Records contained in a dataset:
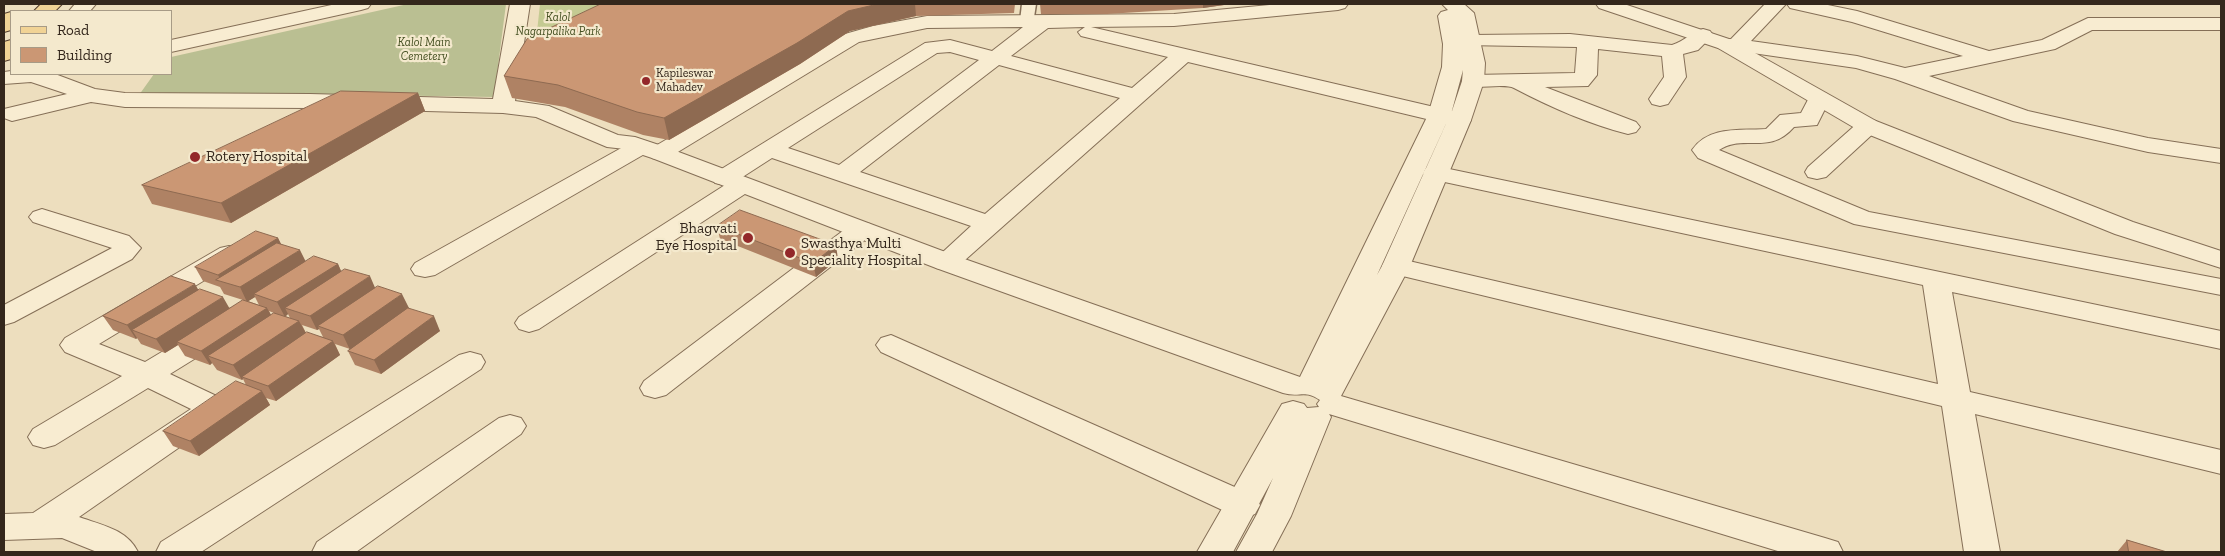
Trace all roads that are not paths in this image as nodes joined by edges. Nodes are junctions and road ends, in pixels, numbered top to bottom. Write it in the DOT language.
graph roads {
  1 [pos="361,4"];
  2 [pos="520,4"];
  3 [pos="1338,4"];
  4 [pos="1606,4"];
  5 [pos="1776,4"];
  6 [pos="1797,4"];
  7 [pos="1453,5"];
  8 [pos="1244,8"];
  9 [pos="1033,15"];
  10 [pos="2221,24"];
  11 [pos="1703,35"];
  12 [pos="1588,41"];
  13 [pos="1471,42"];
  14 [pos="1730,44"];
  15 [pos="172,46"];
  16 [pos="1672,51"];
  17 [pos="1184,54"];
  18 [pos="996,57"];
  19 [pos="1989,58"];
  20 [pos="1903,74"];
  21 [pos="30,75"];
  22 [pos="37,75"];
  23 [pos="40,75"];
  24 [pos="4,78"];
  25 [pos="1473,81"];
  26 [pos="1516,81"];
  27 [pos="91,96"];
  28 [pos="1137,96"];
  29 [pos="1660,99"];
  30 [pos="1819,99"];
  31 [pos="503,106"];
  32 [pos="1450,118"];
  33 [pos="8,121"];
  34 [pos="1868,126"];
  35 [pos="1628,127"];
  36 [pos="637,149"];
  37 [pos="769,149"];
  38 [pos="2221,156"];
  39 [pos="1817,172"];
  40 [pos="1435,173"];
  41 [pos="842,174"];
  42 [pos="732,185"];
  43 [pos="42,217"];
  44 [pos="989,224"];
  45 [pos="856,234"];
  46 [pos="239,248"];
  47 [pos="2221,260"];
  48 [pos="946,262"];
  49 [pos="1396,266"];
  50 [pos="425,269"];
  51 [pos="1936,279"];
  52 [pos="2221,287"];
  53 [pos="4,316"];
  54 [pos="238,319"];
  55 [pos="529,323"];
  56 [pos="2221,340"];
  57 [pos="892,345"];
  58 [pos="470,362"];
  59 [pos="148,375"];
  60 [pos="655,388"];
  61 [pos="1956,398"];
  62 [pos="1309,399"];
  63 [pos="510,426"];
  64 [pos="44,437"];
  65 [pos="2221,462"];
  66 [pos="1242,505"];
  67 [pos="39,526"];
  68 [pos="4,527"];
  69 [pos="120,552"];
  70 [pos="174,552"];
  71 [pos="330,552"];
  72 [pos="1215,552"];
  73 [pos="1254,552"];
  74 [pos="1825,552"];
  75 [pos="1982,552"];
  1 -- 15 [label="street"];
  2 -- 31 [label="street"];
  3 -- 8 [label="street"];
  4 -- 11 [label="street"];
  5 -- 14 [label="street"];
  6 -- 19 [label="street"];
  7 -- 13 [label="street"];
  7 -- 32 [label="street"];
  8 -- 9 [label="street"];
  9 -- 17 [label="street"];
  9 -- 18 [label="street"];
  9 -- 36 [label="street"];
  10 -- 19 [label="street"];
  11 -- 14 [label="street"];
  11 -- 16 [label="street"];
  12 -- 13 [label="street"];
  12 -- 16 [label="street"];
  12 -- 26 [label="street"];
  13 -- 25 [label="street"];
  14 -- 20 [label="street"];
  14 -- 30 [label="street"];
  16 -- 29 [label="street"];
  17 -- 28 [label="street"];
  17 -- 32 [label="street"];
  18 -- 28 [label="street"];
  18 -- 37 [label="street"];
  18 -- 41 [label="street"];
  19 -- 20 [label="street"];
  20 -- 38 [label="street"];
  21 -- 24 [label="street"];
  22 -- 33 [label="street"];
  23 -- 27 [label="street"];
  25 -- 26 [label="street"];
  25 -- 32 [label="street"];
  26 -- 35 [label="street"];
  27 -- 31 [label="street"];
  27 -- 33 [label="street"];
  28 -- 44 [label="street"];
  30 -- 34 [label="street"];
  30 -- 52 [label="street"];
  31 -- 36 [label="street"];
  32 -- 40 [label="street"];
  32 -- 62 [label="street"];
  34 -- 39 [label="street"];
  34 -- 47 [label="street"];
  36 -- 42 [label="street"];
  36 -- 50 [label="street"];
  37 -- 41 [label="street"];
  37 -- 42 [label="street"];
  40 -- 49 [label="street"];
  40 -- 51 [label="street"];
  41 -- 44 [label="street"];
  42 -- 45 [label="street"];
  42 -- 55 [label="street"];
  43 -- 53 [label="street"];
  44 -- 48 [label="street"];
  45 -- 48 [label="street"];
  45 -- 60 [label="street"];
  45 -- 62 [label="street"];
  46 -- 59 [label="street"];
  48 -- 62 [label="street"];
  49 -- 61 [label="street"];
  49 -- 62 [label="street"];
  51 -- 56 [label="street"];
  51 -- 61 [label="street"];
  54 -- 59 [label="street"];
  57 -- 66 [label="street"];
  58 -- 70 [label="street"];
  59 -- 64 [label="street"];
  59 -- 67 [label="street"];
  61 -- 65 [label="street"];
  61 -- 75 [label="street"];
  62 -- 66 [label="street"];
  62 -- 73 [label="street"];
  62 -- 74 [label="street"];
  63 -- 71 [label="street"];
  66 -- 72 [label="street"];
  67 -- 68 [label="street"];
  67 -- 69 [label="street"];
}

Problem to work on:
Write out each entry exactly, images excluded.

Answer to the problem:
Trace all roads that are not paths in this image as nodes joined by edges. Nodes are junctions and road ends, in pixels, numbered top to bottom. Write it in the DOT language.
graph roads {
  1 [pos="361,4"];
  2 [pos="520,4"];
  3 [pos="1338,4"];
  4 [pos="1606,4"];
  5 [pos="1776,4"];
  6 [pos="1797,4"];
  7 [pos="1453,5"];
  8 [pos="1244,8"];
  9 [pos="1033,15"];
  10 [pos="2221,24"];
  11 [pos="1703,35"];
  12 [pos="1588,41"];
  13 [pos="1471,42"];
  14 [pos="1730,44"];
  15 [pos="172,46"];
  16 [pos="1672,51"];
  17 [pos="1184,54"];
  18 [pos="996,57"];
  19 [pos="1989,58"];
  20 [pos="1903,74"];
  21 [pos="30,75"];
  22 [pos="37,75"];
  23 [pos="40,75"];
  24 [pos="4,78"];
  25 [pos="1473,81"];
  26 [pos="1516,81"];
  27 [pos="91,96"];
  28 [pos="1137,96"];
  29 [pos="1660,99"];
  30 [pos="1819,99"];
  31 [pos="503,106"];
  32 [pos="1450,118"];
  33 [pos="8,121"];
  34 [pos="1868,126"];
  35 [pos="1628,127"];
  36 [pos="637,149"];
  37 [pos="769,149"];
  38 [pos="2221,156"];
  39 [pos="1817,172"];
  40 [pos="1435,173"];
  41 [pos="842,174"];
  42 [pos="732,185"];
  43 [pos="42,217"];
  44 [pos="989,224"];
  45 [pos="856,234"];
  46 [pos="239,248"];
  47 [pos="2221,260"];
  48 [pos="946,262"];
  49 [pos="1396,266"];
  50 [pos="425,269"];
  51 [pos="1936,279"];
  52 [pos="2221,287"];
  53 [pos="4,316"];
  54 [pos="238,319"];
  55 [pos="529,323"];
  56 [pos="2221,340"];
  57 [pos="892,345"];
  58 [pos="470,362"];
  59 [pos="148,375"];
  60 [pos="655,388"];
  61 [pos="1956,398"];
  62 [pos="1309,399"];
  63 [pos="510,426"];
  64 [pos="44,437"];
  65 [pos="2221,462"];
  66 [pos="1242,505"];
  67 [pos="39,526"];
  68 [pos="4,527"];
  69 [pos="120,552"];
  70 [pos="174,552"];
  71 [pos="330,552"];
  72 [pos="1215,552"];
  73 [pos="1254,552"];
  74 [pos="1825,552"];
  75 [pos="1982,552"];
  1 -- 15 [label="street"];
  2 -- 31 [label="street"];
  3 -- 8 [label="street"];
  4 -- 11 [label="street"];
  5 -- 14 [label="street"];
  6 -- 19 [label="street"];
  7 -- 13 [label="street"];
  7 -- 32 [label="street"];
  8 -- 9 [label="street"];
  9 -- 17 [label="street"];
  9 -- 18 [label="street"];
  9 -- 36 [label="street"];
  10 -- 19 [label="street"];
  11 -- 14 [label="street"];
  11 -- 16 [label="street"];
  12 -- 13 [label="street"];
  12 -- 16 [label="street"];
  12 -- 26 [label="street"];
  13 -- 25 [label="street"];
  14 -- 20 [label="street"];
  14 -- 30 [label="street"];
  16 -- 29 [label="street"];
  17 -- 28 [label="street"];
  17 -- 32 [label="street"];
  18 -- 28 [label="street"];
  18 -- 37 [label="street"];
  18 -- 41 [label="street"];
  19 -- 20 [label="street"];
  20 -- 38 [label="street"];
  21 -- 24 [label="street"];
  22 -- 33 [label="street"];
  23 -- 27 [label="street"];
  25 -- 26 [label="street"];
  25 -- 32 [label="street"];
  26 -- 35 [label="street"];
  27 -- 31 [label="street"];
  27 -- 33 [label="street"];
  28 -- 44 [label="street"];
  30 -- 34 [label="street"];
  30 -- 52 [label="street"];
  31 -- 36 [label="street"];
  32 -- 40 [label="street"];
  32 -- 62 [label="street"];
  34 -- 39 [label="street"];
  34 -- 47 [label="street"];
  36 -- 42 [label="street"];
  36 -- 50 [label="street"];
  37 -- 41 [label="street"];
  37 -- 42 [label="street"];
  40 -- 49 [label="street"];
  40 -- 51 [label="street"];
  41 -- 44 [label="street"];
  42 -- 45 [label="street"];
  42 -- 55 [label="street"];
  43 -- 53 [label="street"];
  44 -- 48 [label="street"];
  45 -- 48 [label="street"];
  45 -- 60 [label="street"];
  45 -- 62 [label="street"];
  46 -- 59 [label="street"];
  48 -- 62 [label="street"];
  49 -- 61 [label="street"];
  49 -- 62 [label="street"];
  51 -- 56 [label="street"];
  51 -- 61 [label="street"];
  54 -- 59 [label="street"];
  57 -- 66 [label="street"];
  58 -- 70 [label="street"];
  59 -- 64 [label="street"];
  59 -- 67 [label="street"];
  61 -- 65 [label="street"];
  61 -- 75 [label="street"];
  62 -- 66 [label="street"];
  62 -- 73 [label="street"];
  62 -- 74 [label="street"];
  63 -- 71 [label="street"];
  66 -- 72 [label="street"];
  67 -- 68 [label="street"];
  67 -- 69 [label="street"];
}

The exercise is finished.